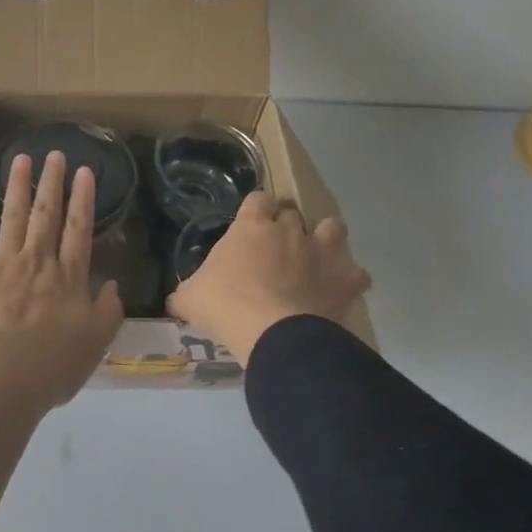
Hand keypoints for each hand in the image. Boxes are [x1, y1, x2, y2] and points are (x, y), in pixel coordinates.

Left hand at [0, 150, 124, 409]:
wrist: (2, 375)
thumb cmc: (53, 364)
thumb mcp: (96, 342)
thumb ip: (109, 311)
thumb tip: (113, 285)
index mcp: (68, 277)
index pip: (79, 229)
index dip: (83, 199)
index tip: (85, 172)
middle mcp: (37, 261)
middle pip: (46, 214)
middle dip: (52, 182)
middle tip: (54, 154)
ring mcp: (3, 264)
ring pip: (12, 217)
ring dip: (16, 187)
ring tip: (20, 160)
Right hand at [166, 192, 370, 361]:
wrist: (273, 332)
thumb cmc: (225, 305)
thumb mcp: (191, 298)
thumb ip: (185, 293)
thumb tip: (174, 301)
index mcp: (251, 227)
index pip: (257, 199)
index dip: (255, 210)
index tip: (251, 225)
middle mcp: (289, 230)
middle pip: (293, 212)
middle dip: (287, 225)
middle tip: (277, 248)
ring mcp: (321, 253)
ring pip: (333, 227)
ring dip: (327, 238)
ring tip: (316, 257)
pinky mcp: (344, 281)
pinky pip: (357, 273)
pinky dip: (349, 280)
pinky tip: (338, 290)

========

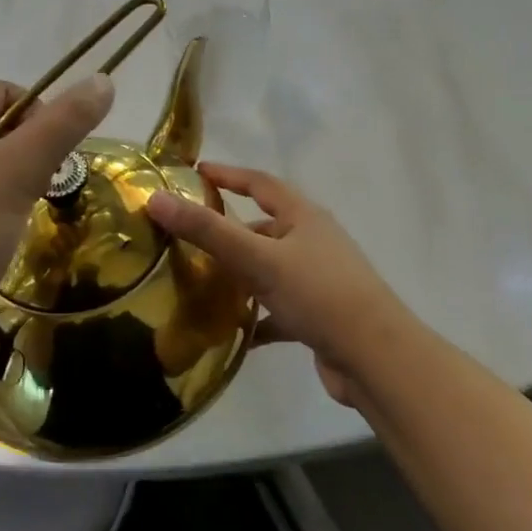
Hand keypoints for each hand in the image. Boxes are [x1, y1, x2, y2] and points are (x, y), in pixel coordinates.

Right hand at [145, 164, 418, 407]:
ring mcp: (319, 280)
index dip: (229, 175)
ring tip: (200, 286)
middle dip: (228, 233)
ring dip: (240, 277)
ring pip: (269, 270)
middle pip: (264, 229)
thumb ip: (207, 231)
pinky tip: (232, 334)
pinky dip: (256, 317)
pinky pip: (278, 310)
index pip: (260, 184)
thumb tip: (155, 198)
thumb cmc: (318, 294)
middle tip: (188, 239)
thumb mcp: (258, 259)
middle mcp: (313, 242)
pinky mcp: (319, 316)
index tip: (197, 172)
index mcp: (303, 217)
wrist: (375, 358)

========

§ WHAT TO DO: The entries above hold the needed span. Transcribe exactly the lines from the one with "ring mcp: (321, 253)" to the one with "pinky tip: (338, 290)", both included.

§ RESULT OF THE EXERCISE:
ring mcp: (321, 253)
ring pip: (333, 227)
ring dip: (327, 238)
ring tip: (316, 257)
pinky mcp: (344, 281)
pinky pip: (357, 273)
pinky dip: (349, 280)
pinky tip: (338, 290)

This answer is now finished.